Cencini_2_dicembre_2011“Salomone amava il Signore…, ma offriva sacrifici sulle alture”
  · All’inizio c’è sempre la trasgressione leggera e veniale, ovvero una gratificazione che il soggetto si concede, ma non così grave moralmente. La persona qui è lucida abbastanza per accorgersi che quanto sta facendo non è l’ideale per lei, non è coerente con i suoi valori; un po’ come Salomone che, pur devoto del Dio d’Israele, partecipava a culti pagani, forse per compiacere una parte del popolo.


  · Seconda tappa è la ripetizione della trasgressione, che così diventa sempre più un’abitudine, e ha per effetto la progressiva sensazione di familiarità con la trasgressione stessa, come fosse cosa da considerare sempre più normale e lecita. A questo punto la coscienza comincia a oscurarsi e perdere la propria innata attrazione verso il bene, quella che consente di distinguerlo dal male e porta a sceglierlo e a sentirlo sempre più come il “proprio” bene. Qui avviene il contrario.


  · Terza tappa: la trasgressione ormai “normale” diventa sempre più la reazione consueta a un certo tipo di stimoli, quasi automatica. E proprio in quell’automatismo di solito scatta il processo dell’eutanasia della coscienza o della sensibilità morale, come capacità di riconoscere il male e fuggirlo, o di soffrirlo se commesso, provando senso di colpa, rimorso, desiderio di cambiare vita. Il problema, oggi, non è il male che vediamo in noi e attorno a noi, ma la banalità del male, o quell’atteggiamento di tranquilla e un po’ ebete indifferenza nel compiere il male, senza più riconoscerlo come tale né soffrirlo e pentirsene. Ed è grave, perché senza la coscienza del male non vi sono nemmeno più difese contro di esso.

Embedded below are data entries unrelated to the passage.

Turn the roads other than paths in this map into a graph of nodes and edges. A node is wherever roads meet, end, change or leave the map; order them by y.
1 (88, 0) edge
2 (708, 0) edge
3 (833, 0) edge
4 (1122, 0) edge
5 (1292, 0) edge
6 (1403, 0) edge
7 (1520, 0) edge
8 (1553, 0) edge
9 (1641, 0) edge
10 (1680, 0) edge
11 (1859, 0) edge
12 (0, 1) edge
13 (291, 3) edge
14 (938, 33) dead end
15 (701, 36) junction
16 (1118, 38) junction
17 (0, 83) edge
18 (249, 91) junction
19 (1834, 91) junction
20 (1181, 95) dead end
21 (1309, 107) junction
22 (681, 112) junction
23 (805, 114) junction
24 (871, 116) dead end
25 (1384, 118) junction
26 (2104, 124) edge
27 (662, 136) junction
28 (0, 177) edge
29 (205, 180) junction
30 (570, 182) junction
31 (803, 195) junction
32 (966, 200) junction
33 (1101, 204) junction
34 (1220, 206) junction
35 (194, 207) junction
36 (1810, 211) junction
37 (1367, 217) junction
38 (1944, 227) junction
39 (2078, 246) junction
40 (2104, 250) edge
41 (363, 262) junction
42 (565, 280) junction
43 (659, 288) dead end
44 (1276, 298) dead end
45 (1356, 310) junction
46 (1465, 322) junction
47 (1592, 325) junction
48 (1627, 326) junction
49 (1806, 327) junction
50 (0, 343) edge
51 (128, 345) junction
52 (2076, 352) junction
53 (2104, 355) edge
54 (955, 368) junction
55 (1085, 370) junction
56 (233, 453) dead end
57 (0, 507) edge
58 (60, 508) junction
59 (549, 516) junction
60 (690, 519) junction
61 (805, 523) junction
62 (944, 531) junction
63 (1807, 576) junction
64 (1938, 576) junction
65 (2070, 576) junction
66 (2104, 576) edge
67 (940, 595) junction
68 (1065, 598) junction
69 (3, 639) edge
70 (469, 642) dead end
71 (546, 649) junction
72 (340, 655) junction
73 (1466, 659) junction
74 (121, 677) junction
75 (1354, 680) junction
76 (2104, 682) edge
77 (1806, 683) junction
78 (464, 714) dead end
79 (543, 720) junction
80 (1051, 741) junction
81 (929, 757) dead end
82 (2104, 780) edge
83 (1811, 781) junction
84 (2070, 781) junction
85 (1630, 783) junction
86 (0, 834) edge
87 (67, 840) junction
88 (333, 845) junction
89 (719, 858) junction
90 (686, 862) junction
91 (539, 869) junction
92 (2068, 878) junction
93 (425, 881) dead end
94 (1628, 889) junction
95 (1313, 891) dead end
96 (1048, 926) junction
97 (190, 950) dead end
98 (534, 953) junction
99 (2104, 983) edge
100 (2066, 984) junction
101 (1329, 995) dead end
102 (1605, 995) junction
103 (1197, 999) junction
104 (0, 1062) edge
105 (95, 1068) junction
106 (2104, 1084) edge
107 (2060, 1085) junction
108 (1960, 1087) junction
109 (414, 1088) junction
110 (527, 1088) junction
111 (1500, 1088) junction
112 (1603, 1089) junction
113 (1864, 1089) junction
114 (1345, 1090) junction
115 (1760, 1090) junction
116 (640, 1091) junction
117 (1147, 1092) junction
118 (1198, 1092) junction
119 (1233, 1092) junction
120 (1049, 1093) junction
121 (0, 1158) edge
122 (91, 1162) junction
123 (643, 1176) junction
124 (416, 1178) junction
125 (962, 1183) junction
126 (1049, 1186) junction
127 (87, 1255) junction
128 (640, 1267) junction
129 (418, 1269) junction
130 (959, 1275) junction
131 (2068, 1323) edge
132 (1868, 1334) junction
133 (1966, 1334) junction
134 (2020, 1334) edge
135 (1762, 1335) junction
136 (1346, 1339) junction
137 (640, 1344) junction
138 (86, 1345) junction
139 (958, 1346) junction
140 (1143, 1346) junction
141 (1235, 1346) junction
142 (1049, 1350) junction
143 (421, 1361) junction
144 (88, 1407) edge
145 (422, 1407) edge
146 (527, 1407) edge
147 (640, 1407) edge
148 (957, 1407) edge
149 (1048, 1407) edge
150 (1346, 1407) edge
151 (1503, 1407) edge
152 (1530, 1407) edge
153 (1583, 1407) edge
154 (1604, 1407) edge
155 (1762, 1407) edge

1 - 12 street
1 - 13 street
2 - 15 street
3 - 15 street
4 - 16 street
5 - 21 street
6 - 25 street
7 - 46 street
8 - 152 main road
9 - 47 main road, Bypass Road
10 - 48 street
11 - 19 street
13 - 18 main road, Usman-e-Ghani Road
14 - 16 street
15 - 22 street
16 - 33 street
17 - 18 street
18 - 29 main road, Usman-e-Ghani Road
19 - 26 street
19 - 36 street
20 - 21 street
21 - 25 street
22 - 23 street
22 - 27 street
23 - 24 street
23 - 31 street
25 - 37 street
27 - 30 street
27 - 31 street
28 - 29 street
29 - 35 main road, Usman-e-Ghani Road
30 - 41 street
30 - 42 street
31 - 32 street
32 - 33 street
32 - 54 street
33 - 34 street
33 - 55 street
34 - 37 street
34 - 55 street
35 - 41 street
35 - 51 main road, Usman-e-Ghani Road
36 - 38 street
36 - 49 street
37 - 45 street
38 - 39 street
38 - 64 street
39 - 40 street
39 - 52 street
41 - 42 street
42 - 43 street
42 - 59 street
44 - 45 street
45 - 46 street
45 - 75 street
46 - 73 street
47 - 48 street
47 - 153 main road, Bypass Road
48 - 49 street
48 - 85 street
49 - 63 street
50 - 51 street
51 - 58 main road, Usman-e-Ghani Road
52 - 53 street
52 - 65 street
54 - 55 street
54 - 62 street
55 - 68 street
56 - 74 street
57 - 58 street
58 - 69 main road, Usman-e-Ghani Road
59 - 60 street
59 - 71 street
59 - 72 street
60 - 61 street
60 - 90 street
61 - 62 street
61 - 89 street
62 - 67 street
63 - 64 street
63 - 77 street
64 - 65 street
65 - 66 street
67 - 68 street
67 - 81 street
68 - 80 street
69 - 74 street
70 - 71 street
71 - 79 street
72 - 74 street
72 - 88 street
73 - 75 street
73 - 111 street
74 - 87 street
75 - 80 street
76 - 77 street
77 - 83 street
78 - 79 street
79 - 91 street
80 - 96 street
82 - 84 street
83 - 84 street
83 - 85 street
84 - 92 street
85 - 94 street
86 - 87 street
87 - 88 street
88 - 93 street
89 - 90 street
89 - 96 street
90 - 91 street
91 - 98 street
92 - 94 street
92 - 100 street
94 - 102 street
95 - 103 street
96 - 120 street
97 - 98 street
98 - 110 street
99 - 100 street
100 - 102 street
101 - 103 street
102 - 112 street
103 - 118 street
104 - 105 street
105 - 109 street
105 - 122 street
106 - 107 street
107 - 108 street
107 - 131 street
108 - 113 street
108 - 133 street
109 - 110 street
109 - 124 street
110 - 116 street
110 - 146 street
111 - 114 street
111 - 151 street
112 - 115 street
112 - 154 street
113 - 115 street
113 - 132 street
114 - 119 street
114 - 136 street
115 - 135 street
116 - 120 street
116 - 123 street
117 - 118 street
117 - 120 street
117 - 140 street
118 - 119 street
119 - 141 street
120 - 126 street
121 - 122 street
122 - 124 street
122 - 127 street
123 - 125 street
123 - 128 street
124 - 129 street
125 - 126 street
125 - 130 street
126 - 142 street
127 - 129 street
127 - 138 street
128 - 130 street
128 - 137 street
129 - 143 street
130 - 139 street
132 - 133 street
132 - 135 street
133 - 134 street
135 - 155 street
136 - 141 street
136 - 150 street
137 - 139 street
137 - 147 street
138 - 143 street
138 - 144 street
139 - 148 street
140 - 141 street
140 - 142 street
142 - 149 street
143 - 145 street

  · Infatti, ecco la quarta tappa: l’assuefazione al male, al punto che la trasgressione leggera e veniale degli inizi non basta più per goderne, occorrono “dosi” sempre maggiori e massicce, in un processo senza fine. Ma pure senza che la persona – quasi una beffa o vendetta della natura – raggiunga mai una piena gratificazione. È strano, eppure è così: l’assenza di sensibilità morale da un lato consente di non soffrire per il male commesso, ma dall’altra impedisce anche di goderne. E l’individuo è sempre più risucchiato in una tensione impossibile tra una felicità che sfugge sempre più e uno scadimento morale incontrollato. Che a volte conduce ove uno non avrebbe mai pensato di andare a finire. Come troppe tristissime storie oggi ci raccontano…
 

 

Cencini_3_dicembre_2011“Le sue donne gli fecero deviare il cuore per seguire altri dei…”
Salomone invecchia, infatti, e non si accontenta più di bruciare incenso agli dei pagani. Ma per piacere alle 700 principesse che ha per mogli (?) e le 300 concubine (!) costruisce templi per i loro dei, per Camos e Moloc e un’infinità di divinità che lo allontanano ormai definitivamente dal Dio di suo padre David. Fino a suscitare l’amarezza e lo sdegno divini, e una punizione severa: “Ti strapperò via il regno e lo consegnerò a un tuo servo”.

 

 

“Per amore di Davide e di Gerusalemme”
Eppure, anche in una storia travagliata come questa, Dio non viene meno alla promessa fatta a Davide. L’uomo può essere infedele e lasciarsi deviare il cuore, com’è successo a Salomone, ma Dio resta fedele alla parola data al suo eletto: il regno sarà diviso solo dopo la morte di Salomone, e in ogni caso un parte di esso resterà a un discendente di Davide.
Che vuol dire che in ogni caso quel cuore umano sbandato e confuso, lungo quella storia che abbiamo descritto, può ritornare a Dio, perché Dio non si è mai dimenticato di lui, e perché ogni storia umana, anche la più balorda, può sempre diventare storia divina.
È quel che ci racconta ogni pagine della Storia Sacra.